Sometimes in a consultation the client will say “I’ve just had a terrible time but now I want to move on.  Tell me something good.”  And it would be easy to help her to forget about where she has just been and talk only about the Jupiter transits that are coming, or the fact that her Moon has just progressed into Sagittarius which will make it easier for her to avoid the pain that she’s feeling.  But my experience tells me that before we can REALLY move on, we have to understand what just happened.  Where did those feelings of despair come from?  What was happening in the client’s chart when his wife had an affair?  And perhaps most importantly, when will these bad feelings start to subside?

To me, this is the magic of the astrological consultation: to take the distress of feeling bad and transmute it into an excitement over the transformation that is occurring.

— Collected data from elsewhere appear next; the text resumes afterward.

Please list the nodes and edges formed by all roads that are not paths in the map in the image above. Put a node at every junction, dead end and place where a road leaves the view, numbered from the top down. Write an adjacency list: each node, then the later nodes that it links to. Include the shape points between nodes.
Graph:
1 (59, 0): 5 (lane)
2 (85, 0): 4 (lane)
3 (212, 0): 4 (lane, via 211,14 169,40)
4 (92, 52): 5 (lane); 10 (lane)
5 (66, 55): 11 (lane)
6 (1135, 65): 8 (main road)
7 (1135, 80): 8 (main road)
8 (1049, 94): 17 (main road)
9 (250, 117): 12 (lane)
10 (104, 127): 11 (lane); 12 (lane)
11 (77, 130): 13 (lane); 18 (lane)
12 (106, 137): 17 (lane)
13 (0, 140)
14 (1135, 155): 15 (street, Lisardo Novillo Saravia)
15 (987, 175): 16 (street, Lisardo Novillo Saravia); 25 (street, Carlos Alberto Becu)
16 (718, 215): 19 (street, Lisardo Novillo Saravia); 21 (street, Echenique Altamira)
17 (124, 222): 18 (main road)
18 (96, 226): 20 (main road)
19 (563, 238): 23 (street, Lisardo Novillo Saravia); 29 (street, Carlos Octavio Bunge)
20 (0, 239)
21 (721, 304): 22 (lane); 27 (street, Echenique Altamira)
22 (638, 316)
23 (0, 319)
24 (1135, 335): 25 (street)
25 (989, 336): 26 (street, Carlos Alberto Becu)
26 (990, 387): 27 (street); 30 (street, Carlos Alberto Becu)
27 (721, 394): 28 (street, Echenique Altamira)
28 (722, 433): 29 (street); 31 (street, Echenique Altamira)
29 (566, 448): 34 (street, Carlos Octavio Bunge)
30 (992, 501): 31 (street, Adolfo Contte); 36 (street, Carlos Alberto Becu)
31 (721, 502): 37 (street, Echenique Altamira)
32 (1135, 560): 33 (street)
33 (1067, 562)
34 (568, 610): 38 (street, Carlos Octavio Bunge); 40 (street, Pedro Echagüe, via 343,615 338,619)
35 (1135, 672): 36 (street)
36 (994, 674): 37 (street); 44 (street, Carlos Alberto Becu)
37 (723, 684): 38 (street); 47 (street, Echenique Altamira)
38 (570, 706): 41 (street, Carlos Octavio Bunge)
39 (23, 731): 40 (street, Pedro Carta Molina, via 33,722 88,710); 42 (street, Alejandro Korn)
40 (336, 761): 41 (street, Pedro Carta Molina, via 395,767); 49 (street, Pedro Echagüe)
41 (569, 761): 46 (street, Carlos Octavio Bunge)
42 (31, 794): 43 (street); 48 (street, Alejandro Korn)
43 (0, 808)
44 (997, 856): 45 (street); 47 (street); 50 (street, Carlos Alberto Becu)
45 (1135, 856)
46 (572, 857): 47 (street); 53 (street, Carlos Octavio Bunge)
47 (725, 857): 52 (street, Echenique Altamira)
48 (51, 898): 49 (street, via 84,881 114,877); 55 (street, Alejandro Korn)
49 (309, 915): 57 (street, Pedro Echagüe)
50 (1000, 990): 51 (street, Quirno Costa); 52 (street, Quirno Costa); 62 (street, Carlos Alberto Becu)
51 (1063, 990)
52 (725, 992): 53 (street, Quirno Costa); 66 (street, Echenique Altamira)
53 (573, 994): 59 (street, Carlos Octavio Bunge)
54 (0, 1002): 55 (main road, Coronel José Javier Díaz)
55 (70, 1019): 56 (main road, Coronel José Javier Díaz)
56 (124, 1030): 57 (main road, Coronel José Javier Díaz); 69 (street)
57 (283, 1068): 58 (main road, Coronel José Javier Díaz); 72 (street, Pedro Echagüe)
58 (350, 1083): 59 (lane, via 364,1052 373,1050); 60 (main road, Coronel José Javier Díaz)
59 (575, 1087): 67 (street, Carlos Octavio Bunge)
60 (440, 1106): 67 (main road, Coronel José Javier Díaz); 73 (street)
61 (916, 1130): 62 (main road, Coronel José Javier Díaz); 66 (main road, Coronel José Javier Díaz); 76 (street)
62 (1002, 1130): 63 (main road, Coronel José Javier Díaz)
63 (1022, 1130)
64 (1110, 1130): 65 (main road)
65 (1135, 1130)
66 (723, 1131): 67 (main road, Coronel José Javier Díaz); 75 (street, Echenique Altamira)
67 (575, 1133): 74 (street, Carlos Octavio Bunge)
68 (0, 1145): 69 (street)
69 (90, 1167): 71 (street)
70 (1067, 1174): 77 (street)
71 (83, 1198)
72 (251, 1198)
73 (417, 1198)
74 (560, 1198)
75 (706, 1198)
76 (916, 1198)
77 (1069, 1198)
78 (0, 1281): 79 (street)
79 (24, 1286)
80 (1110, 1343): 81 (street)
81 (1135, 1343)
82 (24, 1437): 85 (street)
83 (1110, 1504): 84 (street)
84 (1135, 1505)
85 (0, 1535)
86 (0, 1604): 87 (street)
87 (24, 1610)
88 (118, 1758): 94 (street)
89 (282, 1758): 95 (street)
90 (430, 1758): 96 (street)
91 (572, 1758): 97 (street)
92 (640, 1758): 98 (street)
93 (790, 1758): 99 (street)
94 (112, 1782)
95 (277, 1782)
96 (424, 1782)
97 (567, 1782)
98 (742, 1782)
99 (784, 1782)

This may be a bad example, but I have been dieting for the past several weeks.  I gained twenty pounds when I married Rich, and I’m ready to let go of that extra weight.  At first I felt very panicky when I was hungry, so hunger felt “bad.”  It was nearly impossible to tolerate.  But when I started losing a few pounds I started to reframe that sensation of hunger and started to think of it as a feeling that is associated with losing weight.  If I’m a little hungry, I will lose weight and feel better about myself and more energetic.  I will be eating within a few hours so I won’t starve.  That sensation of hunger brings less panic now and more excitement that the diet is working.

It’s the same when we are working through a deep core wound.  We know it’s a core feeling if it seems out of proportion to the event that triggered it, or if it just erupted by itself.  Sometimes this happens to me during yoga practice – all of a sudden I start weeping.  This feels “bad,” but we can reframe the experience so that it instead feels like welcoming an old abandoned part of ourself into our heart.  As we allow the ancient pain to fill our experience instead of use all of our coping skills to avoid it, we release the pain and become more integrated with abandoned parts of ourselves.

So don’t worry, I’ll tell you something good.  But it might not be what you think!